XPointer: many comments

Comments on
"XML Pointer Language (XPointer): W3C Working Draft 9 July 1999"

Submitted to www-xml-linking-comments@w3.org by Michael Dyck
(jmdyck@netcom.ca) on July 31, 1999.

Most of my comments are piddly typographical/editorial details, but some
are more serious, tending to deal with inconsistencies within the spec
and between it and the XPath spec (especially in the sections on `range'
and `string'). Rather than attempt to sort my comments by severity, I'll
just give you them all in document order.

I use "A -> B" as a shorthand for "Change A to B".

XXXXXXXXXXXXXXXXXXXXXXXXXXXXXXXXXXXXXXXXXXXXXXXXXXXXXXXXXXXXXXXXXXXXXXXX

The "previous version" points to "TR/WD-xml-link-970731".
    Shouldn't that be "TR/1998/WD-xptr-19980303"?

------------
1.1 Language Design Goals

title:
    De-capitalize "Design Goals". (Most of the section titles capitalize
    only the first word.)

------------
1.2 Relationship to Other Documents

title:
    De-capitalize "Other Documents".

4th para:
    Put "XML 1.0 specification" in italics?

5th para:
    Put "Namespaces in XML" in italics.

7th para:
    Insert "The" before "XHTML".

9th para:
    Insert "The" before "draft".

------------
2. XPointer Usage

title:
    De-capitalize "Usage".

------------
3. The XPointer model and language

1st bullet:
    "The semantic .. is" -> "The semantics ... are"?

grammar:
    Change "XFragment" to "XFragmentIdentifier"? (It seems to me that
    the XML Fragment WG should be the ones to define a symbol named
    "XFragment".)

    "when scheme is xptr":
        Capitalize "scheme".  Put "xptr" in quotes?

------------
3.1 Character sets and escaping

last para:
    "SchemSpecificExpr" -> "SchemeSpecificExpr"  (insert "e")

    Insert comma after "i.e.".

------------
3.2 Schemes

3rd para:
    "GenLocationPath" -> "GenlLocationPath" (insert "l")

Editor's Note:
    Talking about "multiple LocationSpecs in an XPointer" is not
    consistent with the grammar given in Section 3.  For that, you
    should change the grammar to:

        XFragment    ::= BareName | Tumbler | ( LocationSpec )+
        LocationSpec ::= Scheme '(' SchemeSpecificExpr ')'
        etc

    (You could then go back to the 2nd para and change "scheme, along
    with its arguments," to "LocationSpec" if you liked.)

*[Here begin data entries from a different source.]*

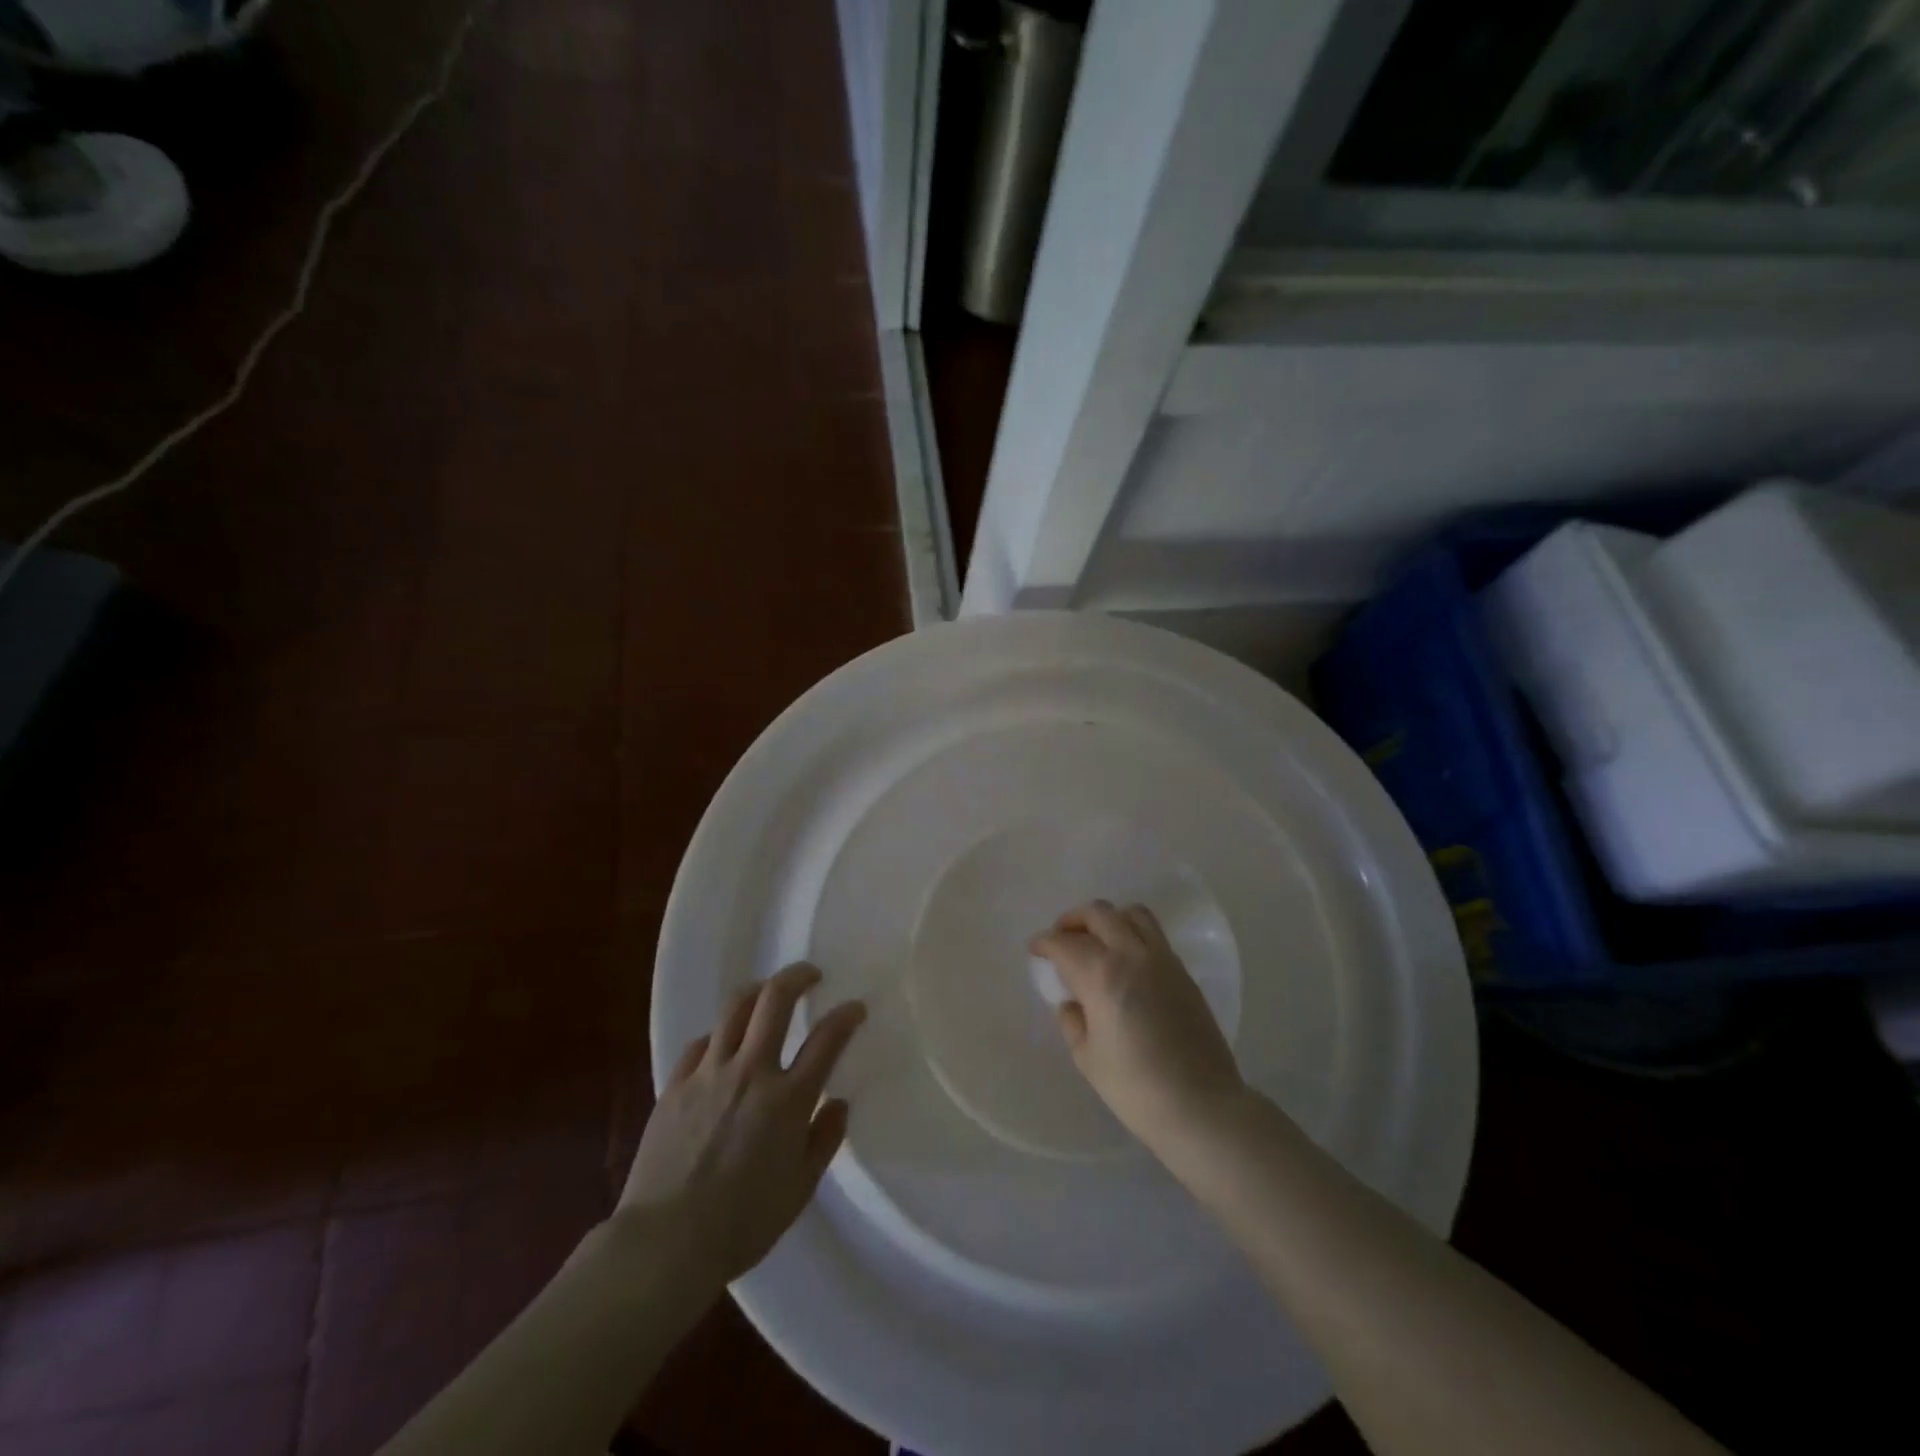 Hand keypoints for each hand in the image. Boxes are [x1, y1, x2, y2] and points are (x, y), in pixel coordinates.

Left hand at [619, 963, 865, 1285]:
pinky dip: (719, 1037)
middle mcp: (751, 1073)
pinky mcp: (675, 1085)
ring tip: (766, 994)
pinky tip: (722, 1047)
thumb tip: (838, 1104)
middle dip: (797, 976)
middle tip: (810, 975)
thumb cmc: (741, 1224)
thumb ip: (824, 1140)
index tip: (855, 1007)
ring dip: (757, 992)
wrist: (664, 1244)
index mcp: (788, 1100)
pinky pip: (701, 1044)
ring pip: (734, 1009)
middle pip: (775, 1000)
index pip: (827, 1039)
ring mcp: (709, 1074)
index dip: (846, 1016)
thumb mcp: (799, 1190)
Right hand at [1030, 900, 1245, 1155]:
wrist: (1201, 1105)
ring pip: (1133, 914)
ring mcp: (1163, 960)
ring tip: (1098, 940)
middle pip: (1098, 914)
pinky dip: (1133, 934)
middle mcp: (1132, 955)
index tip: (1036, 950)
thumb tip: (1072, 1003)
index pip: (1064, 943)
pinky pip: (1154, 935)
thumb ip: (1073, 1022)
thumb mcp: (1087, 1058)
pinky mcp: (1184, 972)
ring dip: (1109, 919)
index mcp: (1101, 975)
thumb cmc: (1135, 1087)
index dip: (1044, 942)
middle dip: (1073, 920)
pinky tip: (1127, 961)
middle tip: (1062, 937) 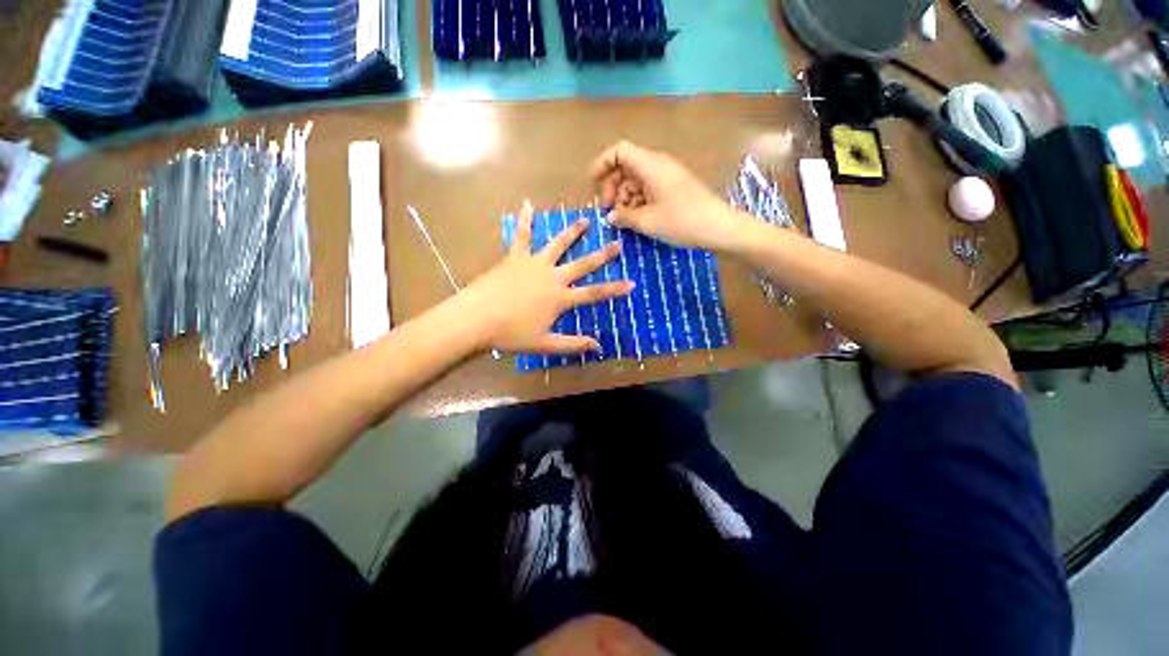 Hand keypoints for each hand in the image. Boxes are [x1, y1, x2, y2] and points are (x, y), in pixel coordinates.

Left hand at [459, 203, 634, 354]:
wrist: (477, 318)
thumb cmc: (511, 333)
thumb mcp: (545, 343)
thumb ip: (573, 344)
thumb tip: (598, 347)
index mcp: (561, 298)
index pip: (594, 293)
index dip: (614, 289)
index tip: (632, 283)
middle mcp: (553, 276)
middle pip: (583, 264)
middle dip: (603, 255)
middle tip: (618, 243)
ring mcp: (535, 263)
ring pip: (558, 244)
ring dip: (573, 232)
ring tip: (586, 220)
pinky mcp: (515, 256)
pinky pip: (522, 235)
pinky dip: (525, 220)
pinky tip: (527, 204)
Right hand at [591, 141, 744, 251]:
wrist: (718, 227)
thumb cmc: (681, 220)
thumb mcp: (647, 221)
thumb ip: (624, 216)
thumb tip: (611, 216)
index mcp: (650, 165)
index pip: (619, 151)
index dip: (603, 163)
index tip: (592, 184)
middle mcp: (658, 165)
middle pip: (626, 166)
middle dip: (613, 187)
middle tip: (609, 211)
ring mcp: (667, 176)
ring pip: (637, 180)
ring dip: (626, 198)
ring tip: (624, 220)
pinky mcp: (674, 188)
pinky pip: (649, 189)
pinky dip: (639, 201)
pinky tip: (638, 219) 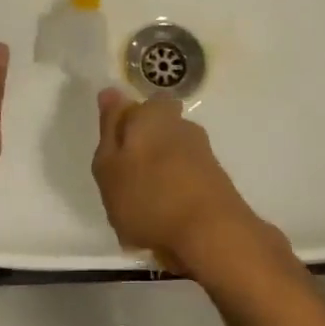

    "attribtues" -> "attributes"

    "An XPointer like #...":
        The "#" sign is not part of the XPointer.

    "would work": Optimistic. Maybe "could work".

    "the second <par> in the <body>":
        The convention in the rest of the spec is to put "par" and
        "body" within a <CODE> element.  The same goes for the two
        fragment identifiers and the URI also in the Editor's Note.

------------
4. Summary of XPath

2nd para:
    Surely the definition of an XPointer belongs in a normative section.

------------
4.1 XPath basics

1st box:
    For consistency with the XPath grammar:
        "axis-name" -> "AxisName"
        "node-test" -> "NodeTest"
    XPath also includes the square brackets within "Predicate" -- I
    don't know if you want to follow the XPath grammar that closely.

Editor's Note:
    "descendents" -> "descendant"

3rd para:
    "axis-name" -> "AxisName"

    "The context node is initially the document root":
        In the XPath spec, I believe this is only stated for an absolute
        location path, and left undefined for a relative location path.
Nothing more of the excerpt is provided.